*Working data*.
□ □ □ □ □ □ □
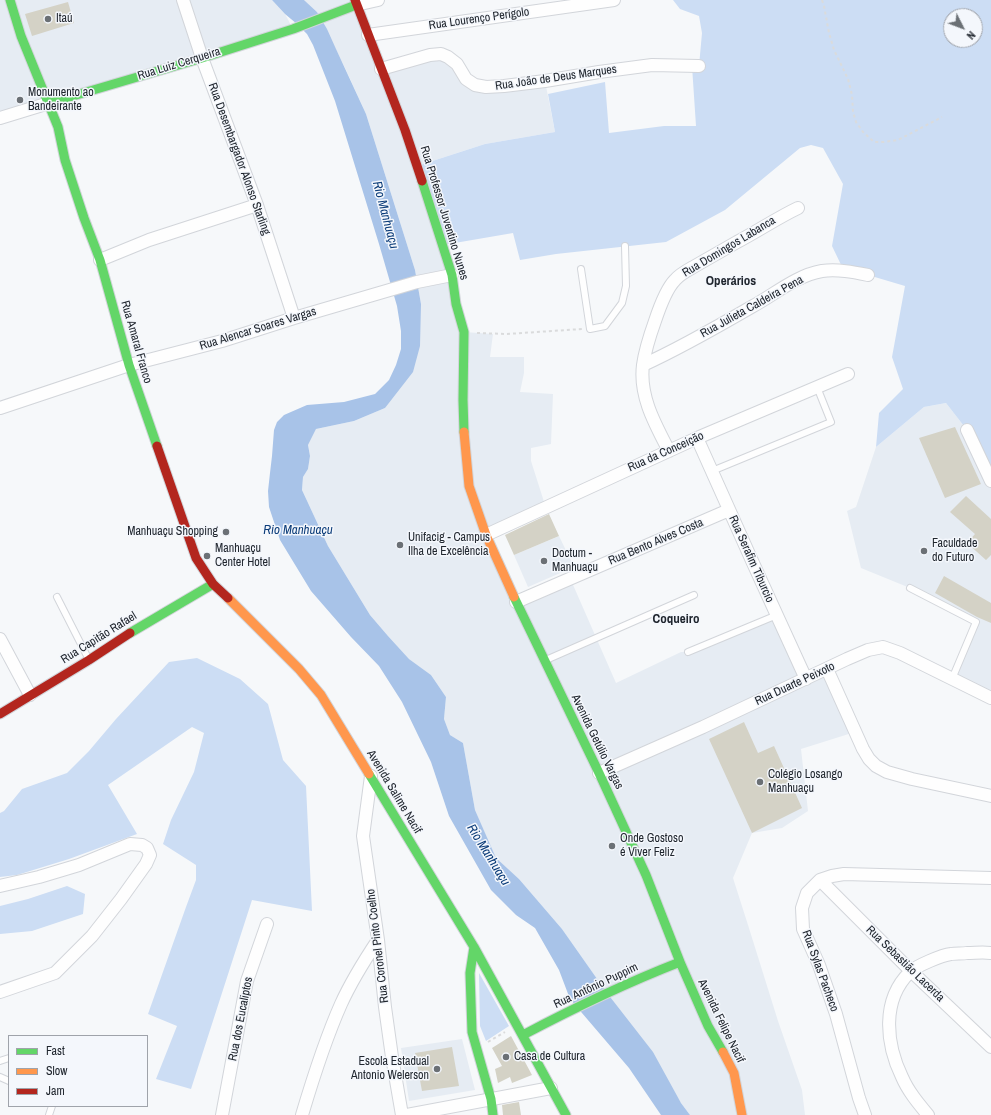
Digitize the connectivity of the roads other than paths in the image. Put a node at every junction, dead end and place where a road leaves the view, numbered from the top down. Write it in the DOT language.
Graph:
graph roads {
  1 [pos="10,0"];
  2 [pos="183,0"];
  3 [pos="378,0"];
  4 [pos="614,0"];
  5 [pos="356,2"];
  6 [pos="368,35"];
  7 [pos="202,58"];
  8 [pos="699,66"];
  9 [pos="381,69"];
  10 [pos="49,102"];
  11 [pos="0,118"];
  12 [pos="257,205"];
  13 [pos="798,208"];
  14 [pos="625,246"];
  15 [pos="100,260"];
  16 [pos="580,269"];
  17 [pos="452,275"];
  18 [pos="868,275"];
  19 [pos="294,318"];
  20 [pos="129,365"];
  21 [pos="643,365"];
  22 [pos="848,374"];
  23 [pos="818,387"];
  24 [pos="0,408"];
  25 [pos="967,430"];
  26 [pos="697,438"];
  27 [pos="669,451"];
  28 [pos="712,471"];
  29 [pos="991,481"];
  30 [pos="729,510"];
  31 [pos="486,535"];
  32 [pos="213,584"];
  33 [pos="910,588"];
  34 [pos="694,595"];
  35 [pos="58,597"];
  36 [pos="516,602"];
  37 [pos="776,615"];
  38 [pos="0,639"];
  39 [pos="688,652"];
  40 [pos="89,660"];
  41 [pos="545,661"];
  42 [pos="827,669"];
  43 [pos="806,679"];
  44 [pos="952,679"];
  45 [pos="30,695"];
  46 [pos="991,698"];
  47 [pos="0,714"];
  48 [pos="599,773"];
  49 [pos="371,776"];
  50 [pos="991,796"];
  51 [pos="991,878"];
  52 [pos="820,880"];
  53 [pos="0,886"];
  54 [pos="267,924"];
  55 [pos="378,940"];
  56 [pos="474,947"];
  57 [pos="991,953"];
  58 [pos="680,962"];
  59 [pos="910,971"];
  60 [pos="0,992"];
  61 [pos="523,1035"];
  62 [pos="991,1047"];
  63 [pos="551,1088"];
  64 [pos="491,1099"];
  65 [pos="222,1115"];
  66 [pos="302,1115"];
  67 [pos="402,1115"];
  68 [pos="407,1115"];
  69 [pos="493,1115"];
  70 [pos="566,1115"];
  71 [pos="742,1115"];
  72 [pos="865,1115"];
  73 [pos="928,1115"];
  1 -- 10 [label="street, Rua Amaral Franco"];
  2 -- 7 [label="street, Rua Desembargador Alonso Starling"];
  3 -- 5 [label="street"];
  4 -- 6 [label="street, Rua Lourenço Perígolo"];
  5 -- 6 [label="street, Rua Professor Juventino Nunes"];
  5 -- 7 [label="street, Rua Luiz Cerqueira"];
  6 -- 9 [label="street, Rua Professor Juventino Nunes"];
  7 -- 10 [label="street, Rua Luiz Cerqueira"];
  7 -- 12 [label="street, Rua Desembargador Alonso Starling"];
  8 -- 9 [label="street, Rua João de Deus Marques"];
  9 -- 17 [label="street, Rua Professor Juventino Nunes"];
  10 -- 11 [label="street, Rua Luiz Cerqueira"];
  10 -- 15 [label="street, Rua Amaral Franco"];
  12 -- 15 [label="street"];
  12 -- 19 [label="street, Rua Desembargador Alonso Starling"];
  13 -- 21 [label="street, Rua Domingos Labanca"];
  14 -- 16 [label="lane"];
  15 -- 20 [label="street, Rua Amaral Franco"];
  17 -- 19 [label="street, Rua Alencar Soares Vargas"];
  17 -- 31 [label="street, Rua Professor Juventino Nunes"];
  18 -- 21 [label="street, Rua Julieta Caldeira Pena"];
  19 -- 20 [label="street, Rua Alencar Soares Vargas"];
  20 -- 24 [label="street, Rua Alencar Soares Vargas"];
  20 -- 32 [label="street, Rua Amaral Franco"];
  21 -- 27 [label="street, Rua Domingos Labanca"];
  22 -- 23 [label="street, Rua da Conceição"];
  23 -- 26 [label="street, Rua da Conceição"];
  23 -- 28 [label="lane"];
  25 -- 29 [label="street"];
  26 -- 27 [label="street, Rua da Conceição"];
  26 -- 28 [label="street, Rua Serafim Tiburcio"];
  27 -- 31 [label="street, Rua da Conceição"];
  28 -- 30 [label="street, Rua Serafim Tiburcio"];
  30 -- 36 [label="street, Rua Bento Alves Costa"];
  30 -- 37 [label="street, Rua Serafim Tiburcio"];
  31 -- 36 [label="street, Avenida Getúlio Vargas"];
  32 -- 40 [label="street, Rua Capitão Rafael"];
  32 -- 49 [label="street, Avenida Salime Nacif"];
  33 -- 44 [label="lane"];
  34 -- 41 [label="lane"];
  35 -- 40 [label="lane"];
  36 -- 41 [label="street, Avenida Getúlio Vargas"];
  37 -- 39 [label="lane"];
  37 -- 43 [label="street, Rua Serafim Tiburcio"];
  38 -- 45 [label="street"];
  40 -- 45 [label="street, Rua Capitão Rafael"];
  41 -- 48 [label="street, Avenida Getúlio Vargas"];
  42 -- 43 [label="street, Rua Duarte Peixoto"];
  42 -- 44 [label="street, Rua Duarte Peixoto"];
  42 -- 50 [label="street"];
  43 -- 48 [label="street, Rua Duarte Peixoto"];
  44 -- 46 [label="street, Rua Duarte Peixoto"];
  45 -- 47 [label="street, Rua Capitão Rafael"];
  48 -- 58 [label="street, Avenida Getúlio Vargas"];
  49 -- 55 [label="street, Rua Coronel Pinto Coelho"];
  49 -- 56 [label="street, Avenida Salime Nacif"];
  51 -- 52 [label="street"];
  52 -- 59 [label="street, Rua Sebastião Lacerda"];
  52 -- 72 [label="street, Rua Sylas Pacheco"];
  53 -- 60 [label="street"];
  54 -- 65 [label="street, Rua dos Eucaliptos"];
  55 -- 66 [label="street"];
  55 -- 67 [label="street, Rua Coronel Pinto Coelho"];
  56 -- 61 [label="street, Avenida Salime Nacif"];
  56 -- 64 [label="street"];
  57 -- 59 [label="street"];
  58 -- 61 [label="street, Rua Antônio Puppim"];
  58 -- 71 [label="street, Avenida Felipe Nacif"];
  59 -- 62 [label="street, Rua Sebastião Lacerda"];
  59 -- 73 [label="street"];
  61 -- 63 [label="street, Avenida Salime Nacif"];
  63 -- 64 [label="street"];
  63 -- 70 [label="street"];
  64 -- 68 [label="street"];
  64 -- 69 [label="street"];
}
□ □ □ □ □ □ □
*Task to complete*.
Note each line of the material holding "Labanca" and copy it out.

*Response area*.
  13 -- 21 [label="street, Rua Domingos Labanca"];
  21 -- 27 [label="street, Rua Domingos Labanca"];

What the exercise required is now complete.